» Exercise directions:
Go through the data and report each line that holds the string "Sourciers".

» Data for this task:
»»
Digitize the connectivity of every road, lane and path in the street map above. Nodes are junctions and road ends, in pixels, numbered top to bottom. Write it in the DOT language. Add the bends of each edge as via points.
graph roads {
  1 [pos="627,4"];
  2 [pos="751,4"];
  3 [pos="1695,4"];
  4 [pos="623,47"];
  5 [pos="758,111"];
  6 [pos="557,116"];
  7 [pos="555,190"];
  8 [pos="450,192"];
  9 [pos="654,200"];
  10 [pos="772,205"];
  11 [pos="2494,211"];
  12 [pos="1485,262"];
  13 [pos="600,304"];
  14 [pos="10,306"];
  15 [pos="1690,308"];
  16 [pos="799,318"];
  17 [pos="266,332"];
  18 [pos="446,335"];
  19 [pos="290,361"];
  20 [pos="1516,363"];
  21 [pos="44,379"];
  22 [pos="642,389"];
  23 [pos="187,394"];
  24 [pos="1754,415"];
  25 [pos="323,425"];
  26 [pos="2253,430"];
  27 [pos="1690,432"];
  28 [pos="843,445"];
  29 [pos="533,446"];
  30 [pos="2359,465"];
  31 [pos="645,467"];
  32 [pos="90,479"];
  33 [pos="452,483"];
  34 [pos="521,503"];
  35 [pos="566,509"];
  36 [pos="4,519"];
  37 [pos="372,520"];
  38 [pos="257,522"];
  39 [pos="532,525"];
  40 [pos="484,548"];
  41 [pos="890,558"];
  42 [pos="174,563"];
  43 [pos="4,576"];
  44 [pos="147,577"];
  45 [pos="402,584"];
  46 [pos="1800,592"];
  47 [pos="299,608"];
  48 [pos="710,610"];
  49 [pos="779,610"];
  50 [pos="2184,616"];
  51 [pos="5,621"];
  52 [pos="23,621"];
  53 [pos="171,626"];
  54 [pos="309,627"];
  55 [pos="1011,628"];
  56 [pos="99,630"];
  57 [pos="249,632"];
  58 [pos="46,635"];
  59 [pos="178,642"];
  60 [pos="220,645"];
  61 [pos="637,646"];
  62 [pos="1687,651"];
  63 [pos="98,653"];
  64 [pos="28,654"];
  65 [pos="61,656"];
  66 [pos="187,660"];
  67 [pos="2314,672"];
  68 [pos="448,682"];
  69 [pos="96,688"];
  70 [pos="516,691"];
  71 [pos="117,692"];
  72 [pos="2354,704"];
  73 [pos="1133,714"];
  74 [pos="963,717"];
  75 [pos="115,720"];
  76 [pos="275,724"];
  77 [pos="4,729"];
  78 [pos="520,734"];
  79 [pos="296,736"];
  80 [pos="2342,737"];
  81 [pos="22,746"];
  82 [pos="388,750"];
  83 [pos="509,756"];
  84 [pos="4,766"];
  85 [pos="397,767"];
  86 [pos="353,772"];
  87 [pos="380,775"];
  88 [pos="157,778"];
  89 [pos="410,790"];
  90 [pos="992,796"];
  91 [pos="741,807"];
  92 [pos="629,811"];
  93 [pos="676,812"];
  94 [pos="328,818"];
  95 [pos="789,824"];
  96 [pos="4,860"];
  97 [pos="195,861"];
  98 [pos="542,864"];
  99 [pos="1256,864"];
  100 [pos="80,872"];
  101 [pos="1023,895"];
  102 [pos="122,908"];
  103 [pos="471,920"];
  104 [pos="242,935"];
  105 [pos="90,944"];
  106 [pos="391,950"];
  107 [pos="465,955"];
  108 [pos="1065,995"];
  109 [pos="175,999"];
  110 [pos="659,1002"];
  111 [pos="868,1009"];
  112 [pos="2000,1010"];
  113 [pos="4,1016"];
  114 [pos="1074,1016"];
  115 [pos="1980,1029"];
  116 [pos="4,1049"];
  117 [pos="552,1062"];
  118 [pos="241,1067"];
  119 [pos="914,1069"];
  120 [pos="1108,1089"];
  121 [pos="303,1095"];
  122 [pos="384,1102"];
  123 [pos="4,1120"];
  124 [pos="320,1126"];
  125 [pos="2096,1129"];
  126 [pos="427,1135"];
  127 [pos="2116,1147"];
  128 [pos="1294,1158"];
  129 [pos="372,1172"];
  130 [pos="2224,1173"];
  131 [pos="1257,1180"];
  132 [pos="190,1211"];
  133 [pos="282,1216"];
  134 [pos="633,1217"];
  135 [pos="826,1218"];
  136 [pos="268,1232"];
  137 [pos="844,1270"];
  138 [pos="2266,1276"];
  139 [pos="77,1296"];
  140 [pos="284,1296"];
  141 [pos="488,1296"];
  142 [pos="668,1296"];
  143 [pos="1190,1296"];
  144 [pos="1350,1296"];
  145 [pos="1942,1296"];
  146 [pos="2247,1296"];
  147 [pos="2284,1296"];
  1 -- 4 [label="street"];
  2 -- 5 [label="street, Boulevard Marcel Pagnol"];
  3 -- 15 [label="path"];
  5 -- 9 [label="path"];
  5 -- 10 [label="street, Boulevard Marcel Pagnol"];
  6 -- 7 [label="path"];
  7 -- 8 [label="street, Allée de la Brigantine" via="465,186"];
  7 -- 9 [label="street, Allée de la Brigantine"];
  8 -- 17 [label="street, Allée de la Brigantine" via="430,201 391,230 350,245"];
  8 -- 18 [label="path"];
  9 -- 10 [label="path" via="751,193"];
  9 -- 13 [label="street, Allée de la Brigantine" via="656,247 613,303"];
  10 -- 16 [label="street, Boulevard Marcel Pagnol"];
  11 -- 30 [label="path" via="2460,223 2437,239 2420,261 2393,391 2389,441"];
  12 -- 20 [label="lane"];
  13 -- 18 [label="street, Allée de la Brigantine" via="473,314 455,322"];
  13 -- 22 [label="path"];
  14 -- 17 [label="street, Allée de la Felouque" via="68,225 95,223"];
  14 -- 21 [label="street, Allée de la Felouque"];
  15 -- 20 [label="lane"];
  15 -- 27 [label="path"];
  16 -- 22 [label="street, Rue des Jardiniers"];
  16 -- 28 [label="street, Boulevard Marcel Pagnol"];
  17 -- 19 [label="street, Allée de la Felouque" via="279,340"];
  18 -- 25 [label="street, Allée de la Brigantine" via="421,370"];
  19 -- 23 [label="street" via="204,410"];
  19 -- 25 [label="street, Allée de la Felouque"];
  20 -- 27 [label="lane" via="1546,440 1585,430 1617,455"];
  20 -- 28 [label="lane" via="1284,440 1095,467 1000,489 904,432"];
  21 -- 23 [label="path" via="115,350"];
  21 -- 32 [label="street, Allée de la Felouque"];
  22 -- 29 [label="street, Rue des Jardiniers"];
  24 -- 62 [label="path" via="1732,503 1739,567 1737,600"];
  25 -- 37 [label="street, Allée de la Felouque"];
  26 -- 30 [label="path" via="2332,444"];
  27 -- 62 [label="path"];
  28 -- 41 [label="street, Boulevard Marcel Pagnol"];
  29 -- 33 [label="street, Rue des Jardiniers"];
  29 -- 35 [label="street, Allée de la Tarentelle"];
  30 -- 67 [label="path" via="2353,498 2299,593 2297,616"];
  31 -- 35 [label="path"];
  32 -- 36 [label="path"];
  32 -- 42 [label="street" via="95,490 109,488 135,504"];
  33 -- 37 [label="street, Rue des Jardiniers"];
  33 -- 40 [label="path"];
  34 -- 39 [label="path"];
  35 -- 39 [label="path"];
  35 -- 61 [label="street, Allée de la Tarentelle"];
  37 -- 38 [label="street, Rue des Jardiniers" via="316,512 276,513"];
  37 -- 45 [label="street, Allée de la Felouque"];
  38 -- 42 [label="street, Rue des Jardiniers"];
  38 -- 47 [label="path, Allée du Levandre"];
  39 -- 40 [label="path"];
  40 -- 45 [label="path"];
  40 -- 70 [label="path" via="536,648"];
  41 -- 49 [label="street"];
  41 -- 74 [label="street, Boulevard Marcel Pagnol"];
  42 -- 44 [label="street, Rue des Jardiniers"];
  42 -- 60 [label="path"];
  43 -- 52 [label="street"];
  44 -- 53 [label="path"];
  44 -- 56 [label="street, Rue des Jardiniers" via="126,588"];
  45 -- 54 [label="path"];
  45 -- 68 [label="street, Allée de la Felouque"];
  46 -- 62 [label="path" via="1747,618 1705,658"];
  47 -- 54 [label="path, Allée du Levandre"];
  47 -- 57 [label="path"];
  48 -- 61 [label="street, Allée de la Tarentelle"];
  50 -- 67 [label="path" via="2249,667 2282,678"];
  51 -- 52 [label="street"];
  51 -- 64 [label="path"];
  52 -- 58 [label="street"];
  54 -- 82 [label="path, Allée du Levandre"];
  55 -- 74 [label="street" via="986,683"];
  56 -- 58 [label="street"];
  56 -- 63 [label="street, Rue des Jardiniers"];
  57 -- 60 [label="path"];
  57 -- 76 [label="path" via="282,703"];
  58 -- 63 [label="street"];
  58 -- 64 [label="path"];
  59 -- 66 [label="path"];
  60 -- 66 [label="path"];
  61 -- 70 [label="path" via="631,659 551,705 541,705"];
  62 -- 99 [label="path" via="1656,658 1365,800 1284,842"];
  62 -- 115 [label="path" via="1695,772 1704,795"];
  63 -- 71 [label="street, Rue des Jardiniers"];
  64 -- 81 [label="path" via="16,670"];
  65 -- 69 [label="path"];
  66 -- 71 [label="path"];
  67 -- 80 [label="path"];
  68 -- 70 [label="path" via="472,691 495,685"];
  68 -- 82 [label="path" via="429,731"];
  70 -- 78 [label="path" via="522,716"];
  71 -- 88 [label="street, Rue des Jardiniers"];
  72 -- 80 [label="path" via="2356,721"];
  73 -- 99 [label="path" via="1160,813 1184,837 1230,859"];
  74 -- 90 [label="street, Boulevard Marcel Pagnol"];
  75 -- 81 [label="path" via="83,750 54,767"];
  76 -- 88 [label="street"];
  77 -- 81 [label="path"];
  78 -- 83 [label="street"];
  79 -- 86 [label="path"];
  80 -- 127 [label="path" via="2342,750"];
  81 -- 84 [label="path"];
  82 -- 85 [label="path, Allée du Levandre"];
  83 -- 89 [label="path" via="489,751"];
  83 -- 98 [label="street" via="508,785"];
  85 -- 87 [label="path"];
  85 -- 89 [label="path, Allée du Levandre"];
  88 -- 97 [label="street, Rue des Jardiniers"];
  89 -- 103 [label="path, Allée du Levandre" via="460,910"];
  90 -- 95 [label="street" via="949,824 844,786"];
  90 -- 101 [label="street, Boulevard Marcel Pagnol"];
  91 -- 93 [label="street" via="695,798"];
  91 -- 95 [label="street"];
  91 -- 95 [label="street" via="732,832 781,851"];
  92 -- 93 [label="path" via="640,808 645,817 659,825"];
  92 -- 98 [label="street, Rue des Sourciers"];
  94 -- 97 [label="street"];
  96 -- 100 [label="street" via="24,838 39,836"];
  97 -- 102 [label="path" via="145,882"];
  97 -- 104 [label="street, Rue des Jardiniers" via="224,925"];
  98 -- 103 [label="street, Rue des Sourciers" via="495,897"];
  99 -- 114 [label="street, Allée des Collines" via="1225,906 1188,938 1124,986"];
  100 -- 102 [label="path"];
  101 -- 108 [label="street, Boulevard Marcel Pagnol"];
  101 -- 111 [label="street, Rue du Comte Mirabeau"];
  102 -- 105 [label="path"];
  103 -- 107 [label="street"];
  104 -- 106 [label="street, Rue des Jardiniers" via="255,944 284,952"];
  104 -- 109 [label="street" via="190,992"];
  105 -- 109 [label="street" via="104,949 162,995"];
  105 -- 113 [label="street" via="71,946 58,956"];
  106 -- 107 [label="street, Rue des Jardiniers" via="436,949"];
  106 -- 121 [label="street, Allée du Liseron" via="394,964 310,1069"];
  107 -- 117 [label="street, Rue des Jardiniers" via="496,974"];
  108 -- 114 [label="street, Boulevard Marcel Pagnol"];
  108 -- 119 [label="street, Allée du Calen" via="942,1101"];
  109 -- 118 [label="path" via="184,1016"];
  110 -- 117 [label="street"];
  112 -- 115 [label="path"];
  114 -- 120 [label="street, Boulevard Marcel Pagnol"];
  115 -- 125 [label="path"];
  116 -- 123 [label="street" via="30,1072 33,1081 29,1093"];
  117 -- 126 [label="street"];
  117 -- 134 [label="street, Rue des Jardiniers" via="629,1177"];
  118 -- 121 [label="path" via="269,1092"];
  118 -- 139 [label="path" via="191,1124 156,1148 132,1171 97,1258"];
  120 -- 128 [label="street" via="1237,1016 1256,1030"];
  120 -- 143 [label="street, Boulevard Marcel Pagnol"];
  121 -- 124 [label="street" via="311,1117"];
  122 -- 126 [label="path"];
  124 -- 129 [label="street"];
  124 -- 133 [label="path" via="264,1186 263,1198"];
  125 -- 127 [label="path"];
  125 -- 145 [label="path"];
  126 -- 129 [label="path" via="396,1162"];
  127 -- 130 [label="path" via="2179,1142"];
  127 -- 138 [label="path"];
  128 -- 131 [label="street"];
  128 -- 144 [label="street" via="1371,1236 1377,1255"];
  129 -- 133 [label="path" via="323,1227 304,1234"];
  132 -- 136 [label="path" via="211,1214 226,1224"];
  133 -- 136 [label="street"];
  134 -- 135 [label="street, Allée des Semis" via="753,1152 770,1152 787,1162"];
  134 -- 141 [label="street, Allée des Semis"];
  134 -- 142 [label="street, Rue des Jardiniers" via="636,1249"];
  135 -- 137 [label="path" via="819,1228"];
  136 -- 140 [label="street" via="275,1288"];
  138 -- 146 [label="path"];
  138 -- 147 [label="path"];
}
««
» Answer to the exercise:
  92 -- 98 [label="street, Rue des Sourciers"];
  98 -- 103 [label="street, Rue des Sourciers" via="495,897"];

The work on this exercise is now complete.